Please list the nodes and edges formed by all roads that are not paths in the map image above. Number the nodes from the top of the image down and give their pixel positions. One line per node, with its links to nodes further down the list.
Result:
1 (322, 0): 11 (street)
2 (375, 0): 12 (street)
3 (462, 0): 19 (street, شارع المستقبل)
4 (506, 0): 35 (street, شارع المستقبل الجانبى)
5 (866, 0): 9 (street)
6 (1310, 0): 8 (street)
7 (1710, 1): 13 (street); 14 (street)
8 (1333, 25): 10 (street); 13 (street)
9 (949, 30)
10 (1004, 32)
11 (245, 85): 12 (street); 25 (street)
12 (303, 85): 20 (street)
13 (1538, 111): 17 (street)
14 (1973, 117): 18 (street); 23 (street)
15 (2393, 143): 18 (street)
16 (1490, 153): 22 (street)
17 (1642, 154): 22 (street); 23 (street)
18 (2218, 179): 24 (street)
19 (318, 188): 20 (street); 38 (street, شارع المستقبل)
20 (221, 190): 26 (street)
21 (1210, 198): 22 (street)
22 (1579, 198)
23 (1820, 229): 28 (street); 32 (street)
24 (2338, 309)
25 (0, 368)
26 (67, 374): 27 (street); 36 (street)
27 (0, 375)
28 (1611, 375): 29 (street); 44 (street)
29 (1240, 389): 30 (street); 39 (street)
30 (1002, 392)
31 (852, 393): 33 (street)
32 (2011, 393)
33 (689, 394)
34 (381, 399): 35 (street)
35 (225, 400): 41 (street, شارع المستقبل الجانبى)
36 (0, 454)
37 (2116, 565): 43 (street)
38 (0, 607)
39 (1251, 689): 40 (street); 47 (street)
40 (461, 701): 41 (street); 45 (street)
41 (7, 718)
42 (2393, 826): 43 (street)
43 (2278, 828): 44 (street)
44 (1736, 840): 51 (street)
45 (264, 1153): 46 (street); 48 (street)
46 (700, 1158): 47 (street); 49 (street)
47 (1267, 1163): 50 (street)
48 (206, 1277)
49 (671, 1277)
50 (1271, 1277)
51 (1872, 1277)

-------------------------

#### [What this task involves]
Show every line from the entries above in which "المستقبل" appears.

#### [Answer to this exercise]
3 (462, 0): 19 (street, شارع المستقبل)
4 (506, 0): 35 (street, شارع المستقبل الجانبى)
19 (318, 188): 20 (street); 38 (street, شارع المستقبل)
35 (225, 400): 41 (street, شارع المستقبل الجانبى)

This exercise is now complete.